Da Redação
O Brasil registrou no trimestre encerrado em agosto de 2025 uma taxa de desemprego de 5,6%, a menor da série histórica iniciada em 2012, segundo o IBGE.
Em relação ao trimestre anterior, a desocupação recuou 0,6 ponto percentual. Na comparação com o mesmo período de 2024, a queda foi de 1 ponto percentual.
A população ocupada atingiu 102,4 milhões de pessoas, com crescimento nas duas bases de comparação: mais 555 mil trabalhadores em relação ao trimestre anterior e 1,9 milhão frente ao mesmo período do ano passado. O nível de ocupação manteve-se em 58,8%, percentual recorde.
Outro recorde foi observado entre os empregados com carteira assinada no setor privado (excluídos os trabalhadores domésticos), que chegaram a 39,1 milhões. Já os empregados sem carteira no setor privado recuaram 3,3%.

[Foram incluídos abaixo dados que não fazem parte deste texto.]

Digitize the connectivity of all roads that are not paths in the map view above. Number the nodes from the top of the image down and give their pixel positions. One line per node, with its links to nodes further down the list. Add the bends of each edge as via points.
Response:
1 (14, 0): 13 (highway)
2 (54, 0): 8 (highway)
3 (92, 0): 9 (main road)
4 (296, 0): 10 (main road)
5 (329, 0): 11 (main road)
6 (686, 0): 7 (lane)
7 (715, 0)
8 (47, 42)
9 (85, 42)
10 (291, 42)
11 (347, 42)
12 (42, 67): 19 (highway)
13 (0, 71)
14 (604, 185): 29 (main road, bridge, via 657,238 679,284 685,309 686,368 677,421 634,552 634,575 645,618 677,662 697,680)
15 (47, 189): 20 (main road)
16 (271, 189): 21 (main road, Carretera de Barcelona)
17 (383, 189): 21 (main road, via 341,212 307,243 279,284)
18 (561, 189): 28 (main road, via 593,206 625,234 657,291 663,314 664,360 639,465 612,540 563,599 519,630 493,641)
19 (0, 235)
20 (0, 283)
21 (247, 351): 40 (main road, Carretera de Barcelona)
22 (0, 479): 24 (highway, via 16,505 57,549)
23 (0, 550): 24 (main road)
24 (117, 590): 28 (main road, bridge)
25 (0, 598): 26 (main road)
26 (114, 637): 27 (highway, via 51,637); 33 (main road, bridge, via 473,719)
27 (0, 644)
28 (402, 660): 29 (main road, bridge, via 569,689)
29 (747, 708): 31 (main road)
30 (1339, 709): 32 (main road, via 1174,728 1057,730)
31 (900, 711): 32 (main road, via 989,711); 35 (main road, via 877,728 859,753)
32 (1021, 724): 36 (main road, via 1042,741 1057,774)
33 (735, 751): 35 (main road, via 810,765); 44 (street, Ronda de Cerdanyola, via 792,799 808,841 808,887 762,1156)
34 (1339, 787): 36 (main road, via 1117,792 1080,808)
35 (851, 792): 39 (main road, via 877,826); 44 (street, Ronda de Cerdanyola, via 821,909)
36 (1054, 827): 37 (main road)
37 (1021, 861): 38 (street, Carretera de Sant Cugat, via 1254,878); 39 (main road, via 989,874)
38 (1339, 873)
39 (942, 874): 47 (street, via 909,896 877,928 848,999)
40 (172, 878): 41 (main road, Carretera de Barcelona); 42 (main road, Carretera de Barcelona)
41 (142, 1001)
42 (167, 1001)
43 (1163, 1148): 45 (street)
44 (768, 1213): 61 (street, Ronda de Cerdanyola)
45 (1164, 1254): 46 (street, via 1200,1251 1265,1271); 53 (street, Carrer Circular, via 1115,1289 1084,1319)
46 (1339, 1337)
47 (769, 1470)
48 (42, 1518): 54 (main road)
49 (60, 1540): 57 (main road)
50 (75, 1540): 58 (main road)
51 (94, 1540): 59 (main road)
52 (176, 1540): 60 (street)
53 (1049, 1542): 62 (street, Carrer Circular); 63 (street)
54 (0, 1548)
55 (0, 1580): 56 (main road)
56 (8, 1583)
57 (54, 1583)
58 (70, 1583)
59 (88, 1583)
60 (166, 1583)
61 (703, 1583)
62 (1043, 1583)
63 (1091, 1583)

Os setores que mais contribuíram para a criação de postos foram a Administração Pública, com 323 mil vagas, e a agricultura, pecuária, produção florestal, pesca e aquicultura, com 333 mil novos empregos.

Em Alagoas, dados anteriores mostram que a taxa de desocupação caiu de 9% no primeiro trimestre de 2025 para 7,5% no segundo semestre. No Estado, 63,1% dos trabalhadores do setor privado possuem carteira assinada. A queda na taxa de pessoas desocupadas se deu também em razão do que se tem sido chamado de empreendedorismo por necessidade, 24% das pessoas economicamente ativas atuam por conta própria.

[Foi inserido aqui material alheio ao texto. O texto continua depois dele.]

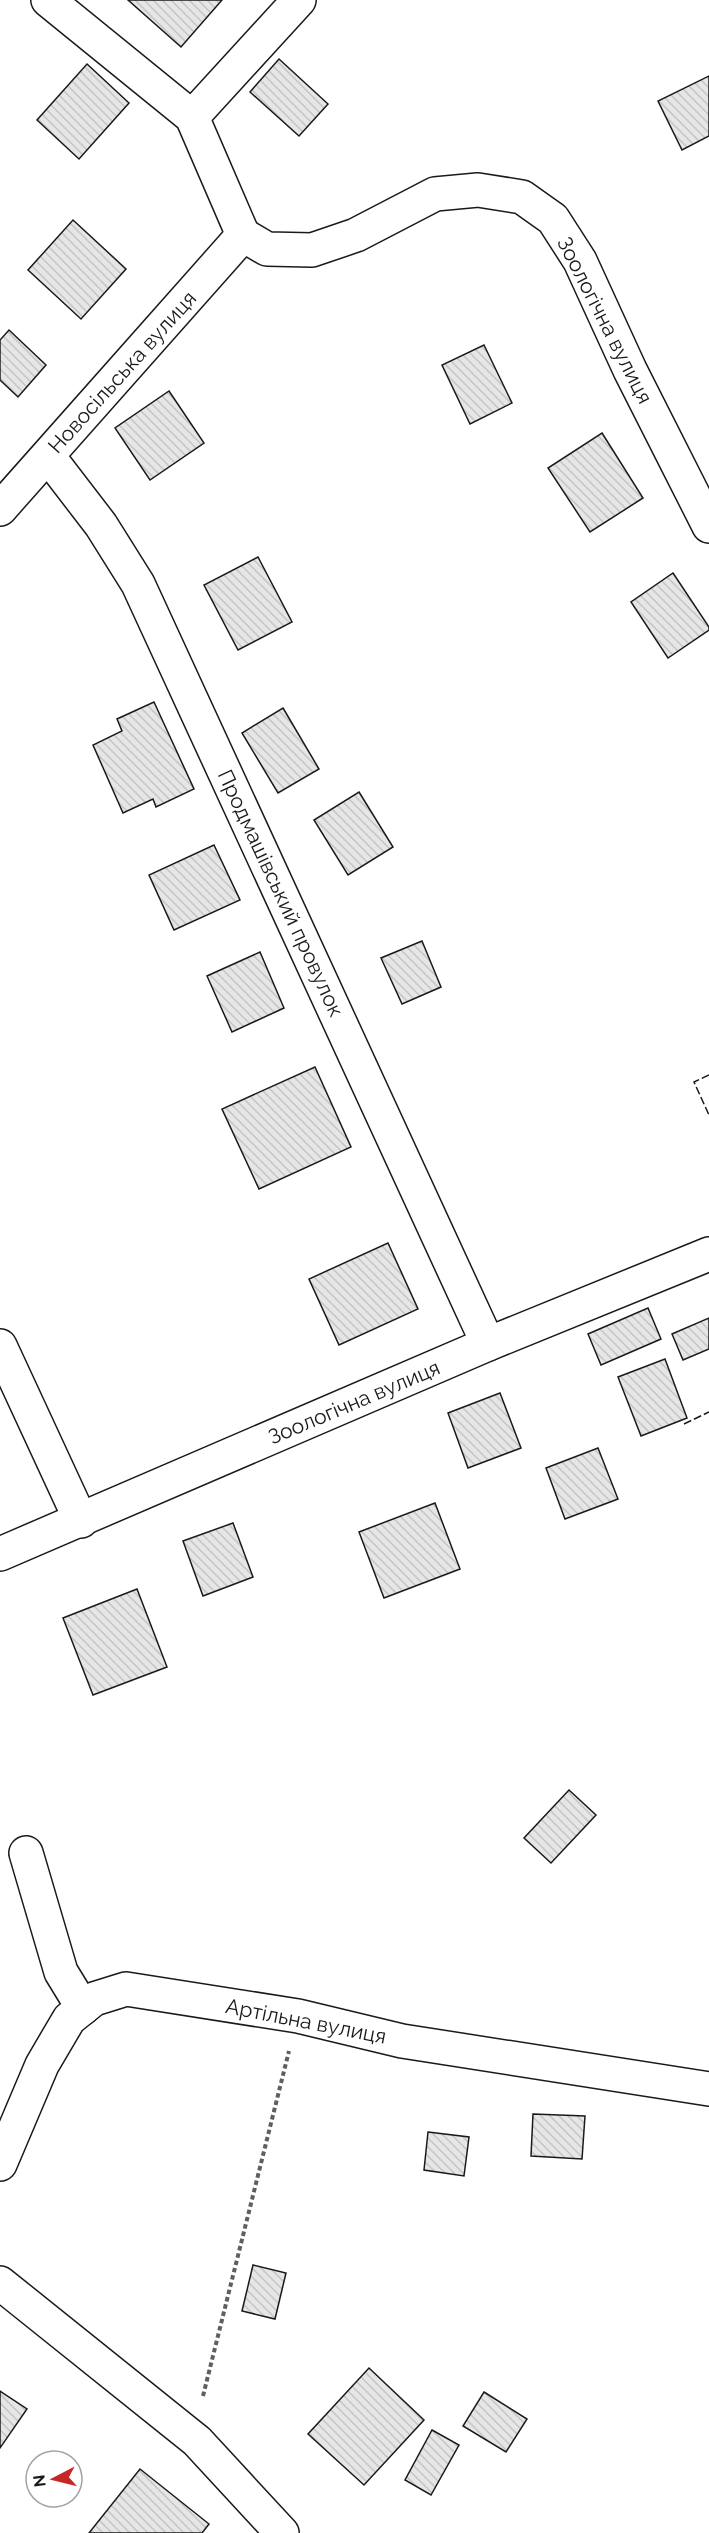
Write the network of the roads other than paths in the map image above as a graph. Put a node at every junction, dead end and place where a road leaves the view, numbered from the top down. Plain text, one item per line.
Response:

No segundo trimestre deste ano, 1,2 milhão de pessoas estavam no mercado de trabalho em Alagoas, uma alta de 0,9% em relação ao mesmo período de 2024. Quando comparado ao primeiro trimestre de 2025 – quando havia 1,1 milhão de trabalhadores – esse crescimento é de 2,6%. O IBGE considera que estão na força de trabalho pessoas de 14 anos ou mais de idade de produzir bens ou serviços.
A pesquisa do IBGE mostra ainda que, no segundo trimestre de 2025, o rendimento médio real de todos os trabalhos habitualmente recebido em Alagoas foi estimado em R$ 2.530, um avanço de 13,4% em relação ao período de 2024, quando esse valor era de R$ 2.231.
O IBGE também calculou o número de pessoas que desistiram de procurar emprego, classificadas como desalentadas. Em Alagoas, elas representam 6,9% da força de trabalho, uma das maiores taxas do país. Ainda assim, na série histórica, a economia alagoana mostra sinais consistentes de fortalecimento.